Record high reported for Aussie ETFs
Australia’s ETF industry powered through another month of growth, finishing the first half of the year at a new record high of AUD39.2 billion in funds under management, according to the BetaShares 2018 Australian ETF Half Year Review.
Total industry growth for the half was AUD3.2 billion, the majority which came from net inflows as opposed to asset appreciation, with AUD2.7 billion of net new money flowing into the industry over the six months.
Passive index products captured 77 per cent of these inflows, while 16 per cent of the flows came from Active ETFs – a sign that this relatively new category is starting to take hold in our market, with the expectation for continued growth in this category from both new Active ETF product launches, and growth of existing products.
BetaShares and Vanguard were the largest two issuers in the six-month period for net inflows, combining to receive over 50 per cent of the industry inflows.

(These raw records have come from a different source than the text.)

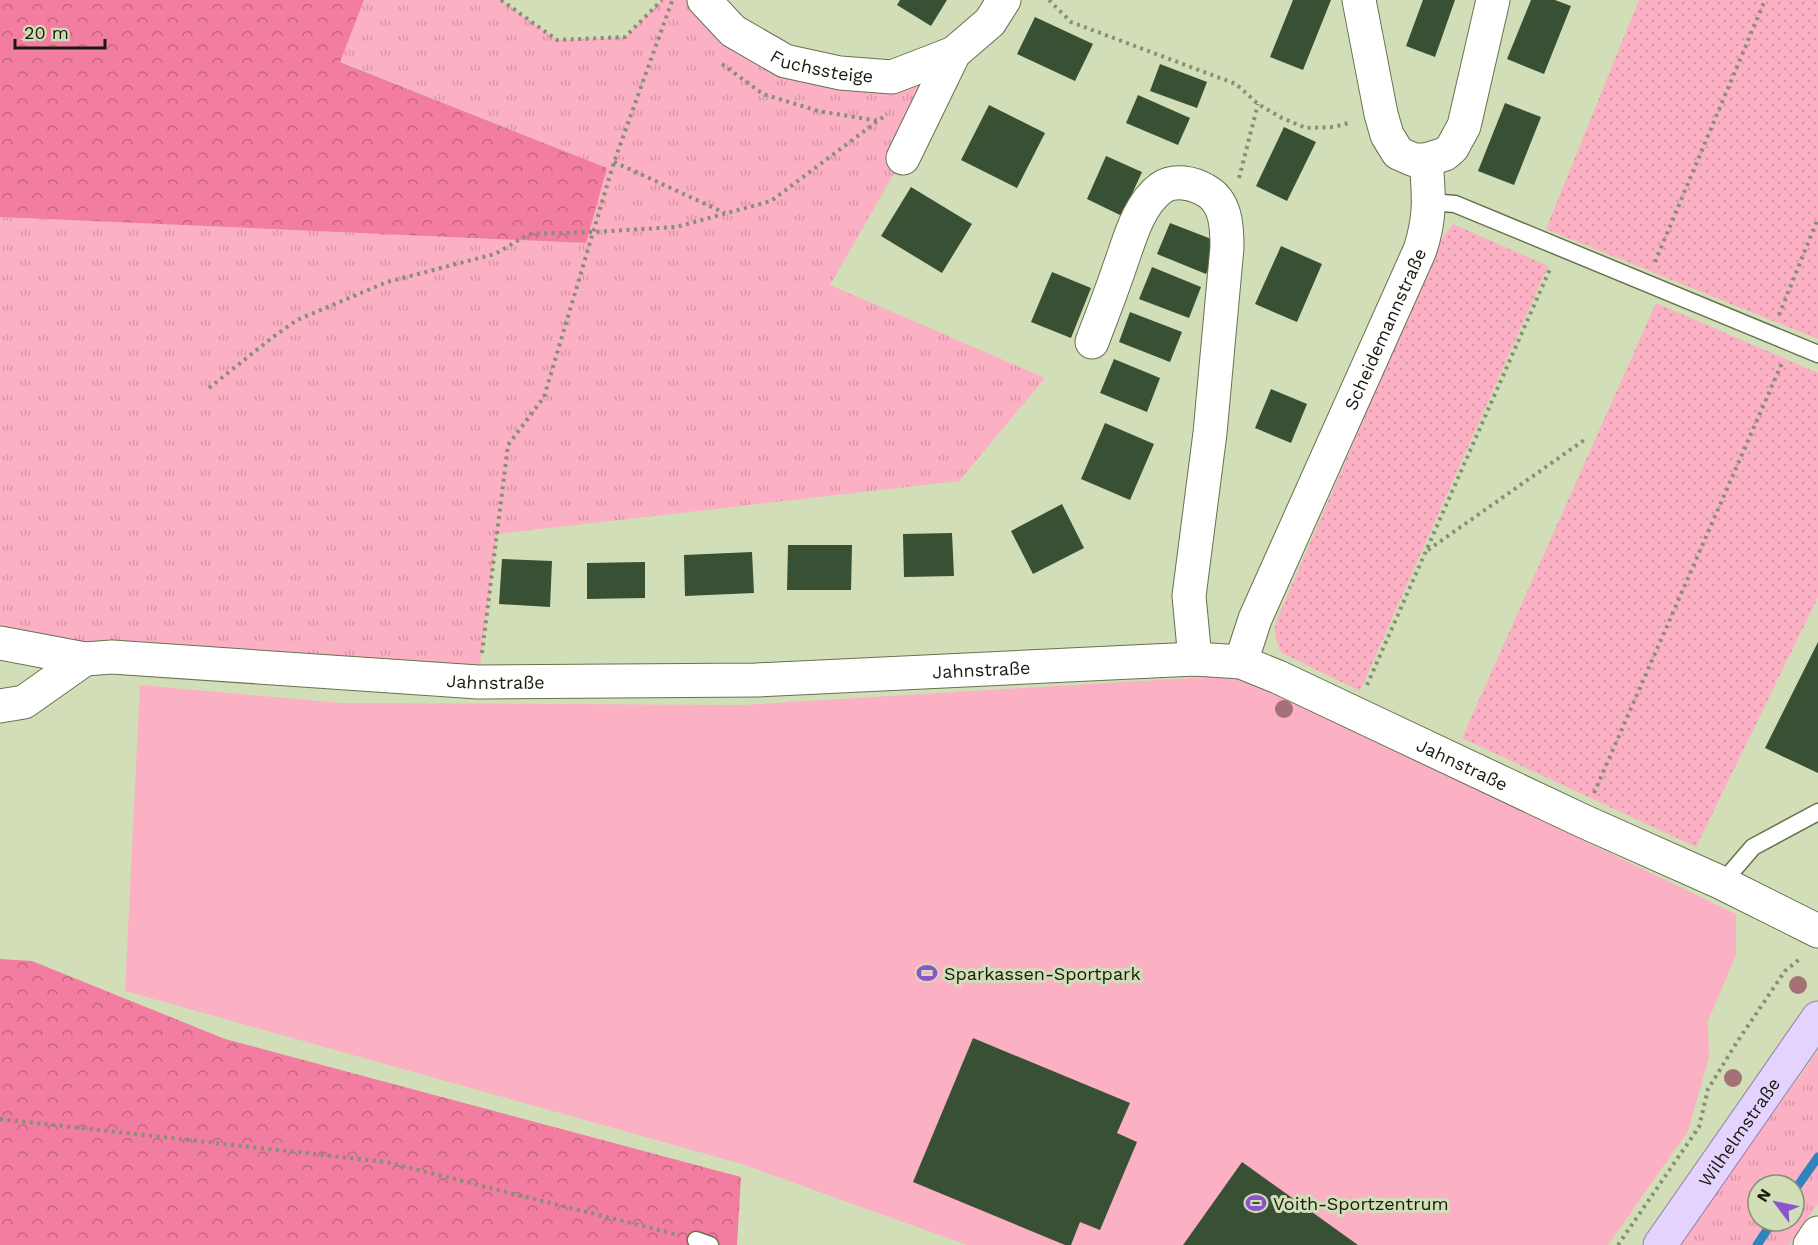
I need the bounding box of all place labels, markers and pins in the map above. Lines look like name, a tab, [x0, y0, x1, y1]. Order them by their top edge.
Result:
sports icon: Sparkassen-Sportpark	[915, 961, 939, 985]
place label: Sparkassen-Sportpark	[944, 963, 1141, 984]
sports icon: Voith-Sportzentrum	[1244, 1191, 1268, 1215]
place label: Voith-Sportzentrum	[1273, 1193, 1449, 1214]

BetaShares CEO, Alex Vynokur, says: “It’s been another strong six months for the Australian ETF industry. This strong half reflects increased demand from investors and advisers who are seeing the benefits of owning exchange traded products. If this trajectory continues, we expect to see yet another record year of asset growth”.
At a category level, this year has so far been dominated by International Equities, which received the largest level of net flows (AUD1.4 billion), a figure which was more than two and a half times the flows of the second category, Australian Equities (receiving AUD567 million).
Fixed Income was the third largest category for flows, another category which continues to grow strongly, with investors clearly looking to diversify their portfolios away from equities and benefiting from increased Fixed Income product choice, whether fixed or floating rate bond products, cash, as well as access to hybrids via exchange traded products.
“While flows into equities ETFs remain strong, investors are still wary of how their assets are allocated, despite an improvement in the markets. In particular, investor sentiment towards Australian equities remains mixed, illustrated by strong inflows into cash and fixed income products,” says Vynokur.
Ethical investing proved a highly successful category so far this year – as an example, the Australian Equities – Ethical category receiving almost the same amount of net flows as the broader Australian equities category of ETFs (AUD130 million v AUD135 million).
“Responsible investing options are really moving into the mainstream, with particular interest from millennial investors. This is an area we expect to flourish given the attention investors are paying to aligning their values with their investments,” says Vynokur.
Best performing products for the half year were BetaShares Crude Oil Index ETF - Currency Hedged (synthetic) (OOO) and BetaShares Global Cybersecurity ETF (HACK), which both recorded +20 per cent performance.
Product development has remained relatively slow this year, compared to previous periods. A total of 10 new products were launched in the six months, which contrasts with 14 in H1 2017.
There were also notable product closures during the six-month period, with iShares closing five ETFs – the largest product closure event in industry history to date by assets.
“Compared to recent years, the pace of product development has plateaued, which reflects the increased maturity of the sector. However, we expect this level to increase as new products are released to market in the second half of the year,” Mr Vynokur adds.
“Given the growth of the industry to date, we maintain the forecast we made at the end of last year and expect total industry FUM at end 2018 to be in the range of AUD47-AUD49 billion,” says Vynokur.
This half year also saw BetaShares launch the world’s lowest cost Australian shares ETF, the BetaShares Australia 200 ETF (ASX: A200), which gives investors exposure to 200 of the largest ASX-listed companies with a management fee of 0.07 per cent pa.
“We believe that the greater availability of simple, low cost ETFs like A200 will help drive the next wave of ETF industry growth and engage new audiences,” adds Vynokur.